Exercise brief – The answer must be a single number: the count of lines in the records below that contain the word "Build".

Information –

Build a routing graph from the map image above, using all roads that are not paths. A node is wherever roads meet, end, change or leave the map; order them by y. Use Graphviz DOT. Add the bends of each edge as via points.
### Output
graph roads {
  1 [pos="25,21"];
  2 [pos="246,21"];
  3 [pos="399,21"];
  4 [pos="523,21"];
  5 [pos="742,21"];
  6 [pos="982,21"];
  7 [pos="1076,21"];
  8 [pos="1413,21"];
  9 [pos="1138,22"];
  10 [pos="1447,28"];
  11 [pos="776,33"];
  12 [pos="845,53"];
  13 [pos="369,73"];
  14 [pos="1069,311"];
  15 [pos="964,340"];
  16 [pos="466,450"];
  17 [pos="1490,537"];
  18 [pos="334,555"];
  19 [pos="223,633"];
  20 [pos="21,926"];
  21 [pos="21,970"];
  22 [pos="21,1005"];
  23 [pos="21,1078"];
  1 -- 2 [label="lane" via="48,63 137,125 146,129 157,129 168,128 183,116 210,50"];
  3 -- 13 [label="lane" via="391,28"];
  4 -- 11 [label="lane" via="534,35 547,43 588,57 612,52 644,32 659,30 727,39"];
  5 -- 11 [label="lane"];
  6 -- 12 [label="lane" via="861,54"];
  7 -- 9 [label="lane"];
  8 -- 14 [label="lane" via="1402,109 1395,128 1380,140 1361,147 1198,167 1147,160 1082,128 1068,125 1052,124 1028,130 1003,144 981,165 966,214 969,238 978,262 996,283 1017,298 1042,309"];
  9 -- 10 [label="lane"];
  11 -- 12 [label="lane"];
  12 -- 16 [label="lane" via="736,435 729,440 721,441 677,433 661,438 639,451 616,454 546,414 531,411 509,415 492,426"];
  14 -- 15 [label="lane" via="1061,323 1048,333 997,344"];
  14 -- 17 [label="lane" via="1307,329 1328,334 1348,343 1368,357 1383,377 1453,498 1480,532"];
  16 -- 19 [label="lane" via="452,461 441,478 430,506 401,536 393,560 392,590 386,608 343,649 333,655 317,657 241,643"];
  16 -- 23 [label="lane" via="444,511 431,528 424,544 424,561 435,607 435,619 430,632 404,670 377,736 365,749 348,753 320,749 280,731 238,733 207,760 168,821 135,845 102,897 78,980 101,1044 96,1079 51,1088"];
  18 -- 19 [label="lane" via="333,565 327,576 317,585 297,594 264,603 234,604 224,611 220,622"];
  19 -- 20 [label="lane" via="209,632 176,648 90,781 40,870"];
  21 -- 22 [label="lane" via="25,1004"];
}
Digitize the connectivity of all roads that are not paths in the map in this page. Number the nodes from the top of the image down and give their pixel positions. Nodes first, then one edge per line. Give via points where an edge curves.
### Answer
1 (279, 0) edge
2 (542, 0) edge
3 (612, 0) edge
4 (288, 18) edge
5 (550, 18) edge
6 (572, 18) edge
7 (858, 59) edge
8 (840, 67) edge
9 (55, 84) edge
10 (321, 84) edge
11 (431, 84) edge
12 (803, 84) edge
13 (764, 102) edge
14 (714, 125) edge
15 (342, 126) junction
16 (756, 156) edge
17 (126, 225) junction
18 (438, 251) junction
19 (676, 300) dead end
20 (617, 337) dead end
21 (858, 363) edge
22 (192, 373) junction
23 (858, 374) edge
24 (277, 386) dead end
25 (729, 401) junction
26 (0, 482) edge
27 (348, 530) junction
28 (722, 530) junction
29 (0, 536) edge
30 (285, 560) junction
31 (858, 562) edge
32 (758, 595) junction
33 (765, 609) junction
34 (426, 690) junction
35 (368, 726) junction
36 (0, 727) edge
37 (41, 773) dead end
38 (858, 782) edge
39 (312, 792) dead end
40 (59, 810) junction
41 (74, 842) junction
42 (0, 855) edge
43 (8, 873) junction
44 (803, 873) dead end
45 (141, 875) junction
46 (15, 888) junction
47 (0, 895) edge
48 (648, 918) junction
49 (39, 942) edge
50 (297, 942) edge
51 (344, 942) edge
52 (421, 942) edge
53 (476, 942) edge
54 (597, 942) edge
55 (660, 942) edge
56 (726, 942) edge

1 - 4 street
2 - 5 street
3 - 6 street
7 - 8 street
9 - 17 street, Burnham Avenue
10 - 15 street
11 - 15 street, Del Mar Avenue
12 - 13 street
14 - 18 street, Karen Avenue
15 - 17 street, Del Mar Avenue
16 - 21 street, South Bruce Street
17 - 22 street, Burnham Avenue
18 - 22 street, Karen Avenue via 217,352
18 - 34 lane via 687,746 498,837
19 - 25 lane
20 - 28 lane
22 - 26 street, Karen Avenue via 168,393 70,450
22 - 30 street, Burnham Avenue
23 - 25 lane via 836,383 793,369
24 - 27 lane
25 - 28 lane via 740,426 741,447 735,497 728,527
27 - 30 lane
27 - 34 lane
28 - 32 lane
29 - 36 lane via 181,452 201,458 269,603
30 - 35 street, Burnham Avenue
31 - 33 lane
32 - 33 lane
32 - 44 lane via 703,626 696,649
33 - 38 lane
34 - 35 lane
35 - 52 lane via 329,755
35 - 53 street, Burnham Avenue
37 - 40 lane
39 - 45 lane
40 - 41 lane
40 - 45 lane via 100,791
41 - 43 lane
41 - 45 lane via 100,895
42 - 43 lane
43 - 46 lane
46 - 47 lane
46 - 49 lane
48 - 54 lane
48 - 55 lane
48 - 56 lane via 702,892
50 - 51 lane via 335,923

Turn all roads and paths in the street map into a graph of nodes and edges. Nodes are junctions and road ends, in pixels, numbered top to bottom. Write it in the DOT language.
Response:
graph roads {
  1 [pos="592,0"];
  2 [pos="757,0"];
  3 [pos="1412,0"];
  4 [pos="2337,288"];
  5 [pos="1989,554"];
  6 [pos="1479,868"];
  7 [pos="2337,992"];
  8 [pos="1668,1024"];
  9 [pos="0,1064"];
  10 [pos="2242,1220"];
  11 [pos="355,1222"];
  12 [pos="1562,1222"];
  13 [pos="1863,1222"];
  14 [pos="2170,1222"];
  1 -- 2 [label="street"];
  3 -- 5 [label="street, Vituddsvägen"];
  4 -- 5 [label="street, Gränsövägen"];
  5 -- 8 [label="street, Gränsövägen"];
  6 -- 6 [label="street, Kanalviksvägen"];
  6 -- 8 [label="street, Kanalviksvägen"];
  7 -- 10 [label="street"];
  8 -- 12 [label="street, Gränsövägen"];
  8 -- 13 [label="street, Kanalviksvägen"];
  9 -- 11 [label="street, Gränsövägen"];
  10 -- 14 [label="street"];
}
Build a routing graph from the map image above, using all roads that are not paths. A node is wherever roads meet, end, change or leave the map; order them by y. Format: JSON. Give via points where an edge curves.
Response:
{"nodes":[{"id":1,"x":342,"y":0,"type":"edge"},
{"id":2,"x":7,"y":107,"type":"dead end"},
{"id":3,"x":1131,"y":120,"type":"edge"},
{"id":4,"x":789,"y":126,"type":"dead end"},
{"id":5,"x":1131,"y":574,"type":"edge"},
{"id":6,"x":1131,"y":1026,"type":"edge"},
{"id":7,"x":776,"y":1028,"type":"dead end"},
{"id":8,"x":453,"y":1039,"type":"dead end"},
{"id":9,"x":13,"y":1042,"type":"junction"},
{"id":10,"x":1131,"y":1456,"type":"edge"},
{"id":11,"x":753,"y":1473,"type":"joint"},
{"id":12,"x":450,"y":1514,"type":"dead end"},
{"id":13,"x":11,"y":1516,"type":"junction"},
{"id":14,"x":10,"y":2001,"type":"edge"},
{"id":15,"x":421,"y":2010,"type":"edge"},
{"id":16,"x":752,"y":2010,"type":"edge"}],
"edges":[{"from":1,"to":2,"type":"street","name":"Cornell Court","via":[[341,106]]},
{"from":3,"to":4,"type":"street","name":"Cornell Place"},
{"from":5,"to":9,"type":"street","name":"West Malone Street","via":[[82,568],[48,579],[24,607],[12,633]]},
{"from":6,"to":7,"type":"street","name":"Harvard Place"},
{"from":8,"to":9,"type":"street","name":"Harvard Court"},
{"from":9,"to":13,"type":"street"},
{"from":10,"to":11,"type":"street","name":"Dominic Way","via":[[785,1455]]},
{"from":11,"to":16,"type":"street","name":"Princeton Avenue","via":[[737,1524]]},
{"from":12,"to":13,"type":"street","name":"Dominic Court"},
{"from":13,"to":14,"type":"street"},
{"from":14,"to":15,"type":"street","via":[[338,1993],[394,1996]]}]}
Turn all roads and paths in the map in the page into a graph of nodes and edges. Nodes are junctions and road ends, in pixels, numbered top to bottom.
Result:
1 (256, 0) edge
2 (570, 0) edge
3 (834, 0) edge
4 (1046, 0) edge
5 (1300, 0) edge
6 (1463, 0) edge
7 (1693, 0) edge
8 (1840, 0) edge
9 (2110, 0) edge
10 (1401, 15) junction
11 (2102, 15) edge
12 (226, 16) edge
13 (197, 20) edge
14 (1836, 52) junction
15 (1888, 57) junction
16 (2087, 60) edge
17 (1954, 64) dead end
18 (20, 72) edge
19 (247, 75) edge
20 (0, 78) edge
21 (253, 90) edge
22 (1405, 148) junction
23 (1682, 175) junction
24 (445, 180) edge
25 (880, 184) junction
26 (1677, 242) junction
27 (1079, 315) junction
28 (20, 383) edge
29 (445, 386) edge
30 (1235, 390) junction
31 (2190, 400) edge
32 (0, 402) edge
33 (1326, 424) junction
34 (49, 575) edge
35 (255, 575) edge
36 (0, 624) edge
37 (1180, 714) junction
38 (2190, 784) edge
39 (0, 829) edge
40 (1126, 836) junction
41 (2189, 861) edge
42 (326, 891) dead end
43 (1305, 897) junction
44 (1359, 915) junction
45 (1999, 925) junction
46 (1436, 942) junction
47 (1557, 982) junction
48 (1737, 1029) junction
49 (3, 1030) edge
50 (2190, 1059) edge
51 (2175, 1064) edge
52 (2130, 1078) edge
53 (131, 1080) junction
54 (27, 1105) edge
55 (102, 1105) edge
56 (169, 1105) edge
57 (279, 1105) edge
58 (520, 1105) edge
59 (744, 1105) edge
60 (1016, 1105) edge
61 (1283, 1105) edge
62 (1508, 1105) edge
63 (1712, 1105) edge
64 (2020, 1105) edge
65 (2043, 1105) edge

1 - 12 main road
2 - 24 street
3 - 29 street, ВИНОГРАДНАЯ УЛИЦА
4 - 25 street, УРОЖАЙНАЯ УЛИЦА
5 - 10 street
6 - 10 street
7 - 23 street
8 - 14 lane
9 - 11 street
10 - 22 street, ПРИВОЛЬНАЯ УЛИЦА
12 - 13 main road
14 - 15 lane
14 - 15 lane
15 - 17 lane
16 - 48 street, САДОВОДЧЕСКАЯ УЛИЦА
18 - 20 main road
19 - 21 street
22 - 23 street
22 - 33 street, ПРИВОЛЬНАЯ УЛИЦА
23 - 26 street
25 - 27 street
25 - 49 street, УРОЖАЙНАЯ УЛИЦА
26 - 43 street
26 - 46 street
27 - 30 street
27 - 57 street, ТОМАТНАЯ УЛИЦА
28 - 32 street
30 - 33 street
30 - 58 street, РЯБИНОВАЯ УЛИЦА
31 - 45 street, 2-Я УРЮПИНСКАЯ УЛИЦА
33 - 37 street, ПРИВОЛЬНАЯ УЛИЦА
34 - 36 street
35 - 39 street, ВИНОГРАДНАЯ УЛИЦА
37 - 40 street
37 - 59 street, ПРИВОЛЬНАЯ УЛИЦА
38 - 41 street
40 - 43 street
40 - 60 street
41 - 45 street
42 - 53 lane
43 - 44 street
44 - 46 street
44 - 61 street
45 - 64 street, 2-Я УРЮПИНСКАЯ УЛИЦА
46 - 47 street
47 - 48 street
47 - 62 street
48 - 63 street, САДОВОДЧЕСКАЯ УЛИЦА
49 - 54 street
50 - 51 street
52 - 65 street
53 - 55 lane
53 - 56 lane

Final answer – 2